It is important to think about where in the life cycle of different foods the carbon emissions are most significant. Using a life cycle approach helps inform the overall impact of different types of food that institutions purchase. The graphic below looks at production emissions and “post farm-gate” emissions.

Production emissions compared to “post farm-gate” emissions

http://www.ewg.org/meateatersguide/a-meat-eaters-guide-to-climate-change-health-what-you-eat-matters/climate-and-environmental-impacts/

From Environmental Working Group, Meat Eaters Guide, 2011. 

Two points are important in considering this graphic: 1) For food and most other materials and products, production emissions tend to dominate; 2) Certain food types (e.g. meat and dairy) dominate in terms of GHG emissions when comparing different categories of food. 

Many production factors influence the carbon footprint of food. Examples include the more obvious such as mode of transport and transport miles and whether or not refrigeration was required for storage or transport.

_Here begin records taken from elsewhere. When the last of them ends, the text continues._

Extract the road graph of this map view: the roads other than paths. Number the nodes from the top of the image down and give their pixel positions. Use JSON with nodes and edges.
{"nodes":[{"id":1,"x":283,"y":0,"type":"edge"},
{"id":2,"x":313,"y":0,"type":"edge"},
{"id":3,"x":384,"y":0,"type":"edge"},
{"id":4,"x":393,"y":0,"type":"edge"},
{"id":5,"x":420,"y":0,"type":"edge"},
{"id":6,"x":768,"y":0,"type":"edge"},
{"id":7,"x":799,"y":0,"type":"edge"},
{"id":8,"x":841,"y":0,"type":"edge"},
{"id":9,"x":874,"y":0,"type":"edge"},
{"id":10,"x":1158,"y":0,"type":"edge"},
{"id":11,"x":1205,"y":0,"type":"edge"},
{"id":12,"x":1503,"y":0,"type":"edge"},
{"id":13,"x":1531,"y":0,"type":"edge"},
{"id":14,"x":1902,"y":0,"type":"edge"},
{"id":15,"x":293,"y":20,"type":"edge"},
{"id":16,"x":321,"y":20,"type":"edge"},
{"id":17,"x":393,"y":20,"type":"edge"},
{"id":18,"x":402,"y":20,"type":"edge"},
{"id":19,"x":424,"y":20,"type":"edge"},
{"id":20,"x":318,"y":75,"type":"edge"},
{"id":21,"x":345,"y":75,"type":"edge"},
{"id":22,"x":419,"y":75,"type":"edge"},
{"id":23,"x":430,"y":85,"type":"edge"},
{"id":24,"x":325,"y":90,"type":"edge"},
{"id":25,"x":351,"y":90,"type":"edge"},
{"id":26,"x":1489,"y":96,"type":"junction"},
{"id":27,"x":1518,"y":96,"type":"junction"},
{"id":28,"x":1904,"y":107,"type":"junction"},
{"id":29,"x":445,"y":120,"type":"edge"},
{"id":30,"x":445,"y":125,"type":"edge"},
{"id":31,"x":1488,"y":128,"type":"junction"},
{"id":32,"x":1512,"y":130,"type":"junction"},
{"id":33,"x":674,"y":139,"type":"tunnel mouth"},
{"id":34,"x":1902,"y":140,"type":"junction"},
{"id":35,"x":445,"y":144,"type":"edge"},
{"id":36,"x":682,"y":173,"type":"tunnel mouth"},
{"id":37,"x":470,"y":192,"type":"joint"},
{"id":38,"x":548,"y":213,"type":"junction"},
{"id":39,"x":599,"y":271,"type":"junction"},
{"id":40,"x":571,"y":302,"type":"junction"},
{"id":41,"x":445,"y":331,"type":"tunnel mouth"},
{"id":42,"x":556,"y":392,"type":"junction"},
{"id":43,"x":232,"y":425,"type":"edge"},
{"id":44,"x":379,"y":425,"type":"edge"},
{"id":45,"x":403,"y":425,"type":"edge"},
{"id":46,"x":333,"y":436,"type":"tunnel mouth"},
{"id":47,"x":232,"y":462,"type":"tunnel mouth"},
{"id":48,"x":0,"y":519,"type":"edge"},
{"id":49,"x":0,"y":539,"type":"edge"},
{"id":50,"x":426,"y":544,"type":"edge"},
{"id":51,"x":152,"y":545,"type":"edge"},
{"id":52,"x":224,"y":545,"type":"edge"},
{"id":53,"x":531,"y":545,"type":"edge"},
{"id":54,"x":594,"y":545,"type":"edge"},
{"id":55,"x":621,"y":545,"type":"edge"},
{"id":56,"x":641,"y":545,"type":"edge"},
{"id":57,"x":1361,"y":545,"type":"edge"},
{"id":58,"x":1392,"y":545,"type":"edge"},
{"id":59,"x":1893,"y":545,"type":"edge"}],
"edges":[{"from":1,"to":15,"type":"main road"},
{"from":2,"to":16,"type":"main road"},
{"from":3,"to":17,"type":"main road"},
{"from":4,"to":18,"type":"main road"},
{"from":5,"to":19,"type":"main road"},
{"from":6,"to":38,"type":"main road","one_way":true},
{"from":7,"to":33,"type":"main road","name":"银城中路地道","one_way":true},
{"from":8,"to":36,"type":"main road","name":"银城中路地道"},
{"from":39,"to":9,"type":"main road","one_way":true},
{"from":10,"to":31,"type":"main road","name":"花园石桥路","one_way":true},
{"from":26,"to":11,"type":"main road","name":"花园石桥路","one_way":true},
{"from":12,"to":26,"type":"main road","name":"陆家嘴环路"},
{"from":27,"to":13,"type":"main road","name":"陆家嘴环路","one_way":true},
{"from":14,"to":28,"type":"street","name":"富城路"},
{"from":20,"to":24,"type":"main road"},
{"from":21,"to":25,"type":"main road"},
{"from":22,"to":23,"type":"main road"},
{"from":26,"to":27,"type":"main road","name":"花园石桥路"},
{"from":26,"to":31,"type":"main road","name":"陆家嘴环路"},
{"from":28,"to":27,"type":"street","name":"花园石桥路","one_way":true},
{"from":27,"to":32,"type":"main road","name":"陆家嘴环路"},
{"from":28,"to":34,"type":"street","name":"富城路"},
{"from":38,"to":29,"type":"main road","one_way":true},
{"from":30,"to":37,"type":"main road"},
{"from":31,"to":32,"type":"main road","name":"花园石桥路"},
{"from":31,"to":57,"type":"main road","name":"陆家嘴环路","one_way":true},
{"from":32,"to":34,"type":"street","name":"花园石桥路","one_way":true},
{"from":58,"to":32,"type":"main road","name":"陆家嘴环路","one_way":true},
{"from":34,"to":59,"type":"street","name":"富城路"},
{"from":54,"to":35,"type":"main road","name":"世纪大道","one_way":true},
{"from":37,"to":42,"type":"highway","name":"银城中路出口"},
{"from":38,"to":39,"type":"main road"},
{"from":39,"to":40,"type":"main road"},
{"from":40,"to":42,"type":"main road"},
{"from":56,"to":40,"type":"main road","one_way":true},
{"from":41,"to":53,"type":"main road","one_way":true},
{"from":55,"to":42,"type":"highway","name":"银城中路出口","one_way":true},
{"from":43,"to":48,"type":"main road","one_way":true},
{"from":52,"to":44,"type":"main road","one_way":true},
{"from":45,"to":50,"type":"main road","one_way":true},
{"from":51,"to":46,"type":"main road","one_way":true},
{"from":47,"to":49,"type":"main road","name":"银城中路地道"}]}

Factors also include the less obvious and harder to obtain factors such as the type of feed (and fertilizers and methods used to grow that feed) that an animal consumes, whether fish is caught from a weak or a strong population (more fuel use if it takes more time to catch the same quantity of fish), the amount of irrigation and associated energy needed to grow the food, the use of greenhouses, the use of low-carbon energy sources for running equipment and lighting on farms, or the amount of deforestation that occurred to plant crops.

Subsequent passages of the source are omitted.